Archie was shocked. It was like listening to a tale from the abyss.

“My dear old chap, you must suffer agonies—absolute shooting pains!” He had no hesitation now. Common humanity pointed out his course. “Would you care to join me in a bite now?”

“Would I!” The boy smiled a wan smile. “Would I! Just stop me in the street and ask me!”

“Come on in, then,” said Archie, rightly taking this peculiar phrase for a formal acceptance. “And close the door. The fatted calf is getting cold.”

Archie was not a man with a wide visiting-list among people with families, and it was so long since he had seen a growing boy in action at the table that he had forgotten what Sixteen is capable of doing with a knife and fork, when it really squares its elbows, takes a deep breath, and gets going. The spectacle which he witnessed was consequently at first a little unnerving. The long boy’s idea of trifling with a meal appeared to be to swallow it whole and reach out for more. He ate like a starving Esquimaux. Archie, in the time he had spent in the trenches making the world safe for the working-man to strike in, had occasionally been quite peckish, but he sat dazed before this majestic hunger. This was real eating.

There was little conversation. The growing boy evidently did not believe in table-talk when he could use his mouth for more practical purposes. It was not until the final roll had been devoured to its last crumb that the guest found leisure to address his host. Then he leaned back with a contented sigh.

“Mother,” said the human python, “says you ought to chew every mouthful thirty-three times. . . .

“Yes, sir! Thirty-three times!” He sighed again. “I haven’t ever had a meal like that.”

“All right, was it, what?”

“Was it! Was it! Call me up on the ’phone and ask me! Yes, sir! Mother’s tipped off these darned waiters not to serve me anything but vegetables and nuts and things, darn it!”

“The mater seems to have drastic ideas about the good old feed-bag, what!”

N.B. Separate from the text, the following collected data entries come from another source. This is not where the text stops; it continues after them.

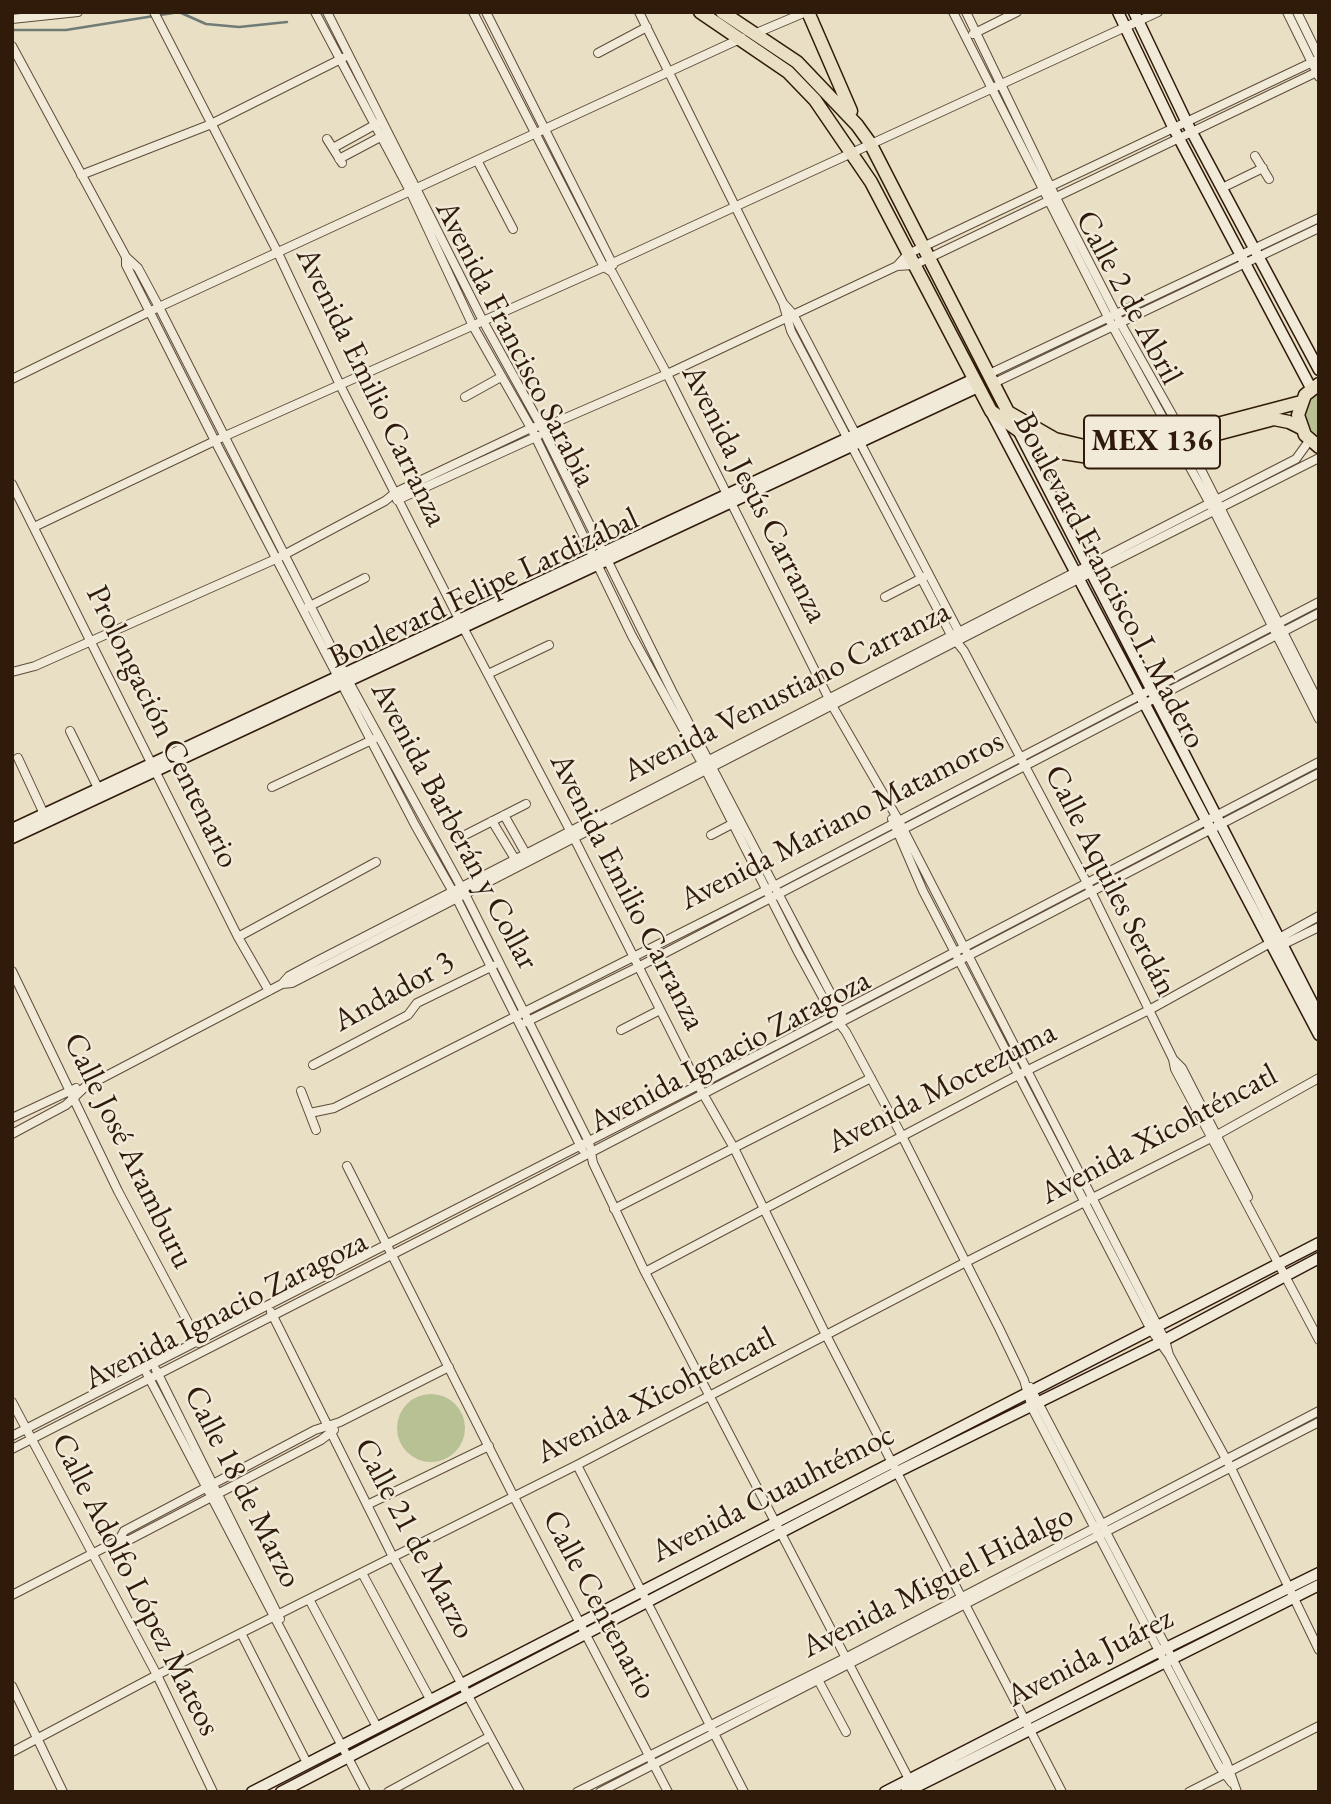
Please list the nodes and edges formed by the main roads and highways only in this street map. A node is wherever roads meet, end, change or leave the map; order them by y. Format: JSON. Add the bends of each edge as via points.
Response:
{"nodes":[{"id":1,"x":700,"y":12,"type":"edge"},
{"id":2,"x":722,"y":12,"type":"edge"},
{"id":3,"x":807,"y":12,"type":"edge"},
{"id":4,"x":1118,"y":12,"type":"edge"},
{"id":5,"x":1136,"y":17,"type":"edge"},
{"id":6,"x":857,"y":125,"type":"junction"},
{"id":7,"x":1319,"y":370,"type":"edge"},
{"id":8,"x":976,"y":383,"type":"junction"},
{"id":9,"x":1315,"y":386,"type":"edge"},
{"id":10,"x":1301,"y":402,"type":"junction"},
{"id":11,"x":991,"y":411,"type":"junction"},
{"id":12,"x":1008,"y":412,"type":"junction"},
{"id":13,"x":1301,"y":428,"type":"junction"},
{"id":14,"x":1018,"y":430,"type":"junction"},
{"id":15,"x":1182,"y":440,"type":"junction"},
{"id":16,"x":1314,"y":444,"type":"edge"},
{"id":17,"x":1058,"y":452,"type":"junction"},
{"id":18,"x":1040,"y":468,"type":"junction"},
{"id":19,"x":1083,"y":572,"type":"junction"},
{"id":20,"x":155,"y":766,"type":"junction"},
{"id":21,"x":52,"y":813,"type":"junction"},
{"id":22,"x":12,"y":829,"type":"edge"},
{"id":23,"x":12,"y":838,"type":"edge"},
{"id":24,"x":1273,"y":945,"type":"junction"},
{"id":25,"x":1319,"y":1016,"type":"edge"},
{"id":26,"x":1319,"y":1035,"type":"edge"},
{"id":27,"x":1319,"y":1243,"type":"edge"},
{"id":28,"x":1319,"y":1258,"type":"edge"},
{"id":29,"x":895,"y":1468,"type":"junction"},
{"id":30,"x":1319,"y":1573,"type":"edge"},
{"id":31,"x":1319,"y":1585,"type":"edge"},
{"id":32,"x":1291,"y":1594,"type":"junction"},
{"id":33,"x":911,"y":1788,"type":"edge"},
{"id":34,"x":252,"y":1792,"type":"edge"},
{"id":35,"x":281,"y":1792,"type":"edge"},
{"id":36,"x":885,"y":1792,"type":"edge"}],
"edges":[{"from":1,"to":8,"type":"main road","name":"Boulevard Francisco I. Madero","number":"MEX 136","via":[[788,72],[816,100],[852,151]]},
{"from":2,"to":6,"type":"main road","via":[[797,62]]},
{"from":3,"to":6,"type":"main road"},
{"from":4,"to":9,"type":"main road","via":[[1176,132]]},
{"from":5,"to":7,"type":"main road","via":[[1189,127]]},
{"from":6,"to":12,"type":"main road","name":"Boulevard Francisco I. Madero"},
{"from":8,"to":11,"type":"main road","name":"Boulevard Francisco I. Madero","number":"MEX 136"},
{"from":8,"to":20,"type":"main road","name":"Boulevard Felipe Lardizábal"},
{"from":9,"to":10,"type":"main road"},
{"from":10,"to":13,"type":"main road"},
{"from":10,"to":15,"type":"main road","number":"MEX 136"},
{"from":11,"to":14,"type":"main road","number":"MEX 136"},
{"from":11,"to":19,"type":"main road","name":"Boulevard Francisco I. Madero"},
{"from":12,"to":14,"type":"main road","name":"Boulevard Francisco I. Madero"},
{"from":12,"to":15,"type":"main road","number":"MEX 136","via":[[1055,439],[1101,450]]},
{"from":13,"to":15,"type":"main road","number":"MEX 136","via":[[1274,419]]},
{"from":13,"to":16,"type":"main road"},
{"from":14,"to":17,"type":"main road","number":"MEX 136"},
{"from":14,"to":18,"type":"main road","name":"Boulevard Francisco I. Madero"},
{"from":15,"to":17,"type":"main road","number":"MEX 136","via":[[1115,461]]},
{"from":17,"to":18,"type":"main road","via":[[1046,456]]},
{"from":18,"to":19,"type":"main road","name":"Boulevard Francisco I. Madero"},
{"from":19,"to":24,"type":"main road","name":"Boulevard Francisco I. Madero"},
{"from":20,"to":21,"type":"main road","name":"Boulevard Felipe Lardizábal"},
{"from":20,"to":21,"type":"main road","name":"Boulevard Felipe Lardizábal","via":[[98,788]]},
{"from":21,"to":22,"type":"main road","name":"Boulevard Felipe Lardizábal"},
{"from":21,"to":23,"type":"main road","name":"Boulevard Felipe Lardizábal"},
{"from":24,"to":25,"type":"main road","name":"Boulevard Francisco I. Madero"},
{"from":24,"to":26,"type":"main road","name":"Boulevard Francisco I. Madero"},
{"from":27,"to":29,"type":"main road","name":"Avenida Cuauhtémoc"},
{"from":28,"to":29,"type":"main road","name":"Avenida Cuauhtémoc","via":[[1036,1406]]},
{"from":29,"to":34,"type":"main road","name":"Avenida Cuauhtémoc","via":[[775,1521]]},
{"from":29,"to":35,"type":"main road","name":"Avenida Cuauhtémoc","via":[[781,1533]]},
{"from":30,"to":32,"type":"main road","name":"Avenida Juárez"},
{"from":31,"to":32,"type":"main road","name":"Avenida Juárez"},
{"from":32,"to":33,"type":"main road","name":"Avenida Juárez","via":[[1091,1691]]},
{"from":33,"to":36,"type":"main road","name":"Avenida Juárez"}]}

“I’ll say she has! Pop hates it as much as me, but he’s scared to kick. Mother says vegetables contain all the proteids you want. Mother says, if you eat meat, your blood-pressure goes all blooey. Do you think it does?”

“Mine seems pretty well in the pink.”

“She’s great on talking,” conceded the boy. “She’s out to-night somewhere, giving a lecture on Rational Eating to some ginks. I’ll have to be slipping up to our suite before she gets back.” He rose, sluggishly. “That isn’t a bit of roll under that napkin, is it?” he asked, anxiously.

Archie raised the napkin.

“No. Nothing of that species.”

“Oh, well!” said the boy, resignedly. “Then I believe I’ll be going. Thanks very much for the dinner.”

“Not a bit, old top. Come again if you’re ever trickling round in this direction.”

The long boy removed himself slowly, loath to leave. At the door he cast an affectionate glance back at the table.

“Some meal!” he said, devoutly. “Considerable meal!”

Archie lit a cigarette. He felt like a Boy Scout who has done his day’s Act of Kindness.

 

ON the following morning it chanced that Archie needed a fresh supply of tobacco. It was his custom, when this happened, to repair to a small shop on Sixth Avenue which he had discovered accidentally in the course of his rambles about the great city. His relations with Jno. Blake, the proprietor, were friendly and intimate. The discovery that Mr. Blake was English and had, indeed, until a few years back maintained an establishment only a dozen doors or so from Archie’s London club, had served as a bond.

To-day he found Mr. Blake in a depressed mood. The tobacconist was a hearty, red-faced man, who looked like an English sporting publican—the kind of man who wears a fawn-coloured top-coat and drives to the Derby in a dog-cart; and usually there seemed to be nothing on his mind except the vagaries of the weather, concerning which he was a great conversationalist. But now moodiness had claimed him for its own. After a short and melancholy “Good morning,” he turned to the task of measuring out the tobacco in silence.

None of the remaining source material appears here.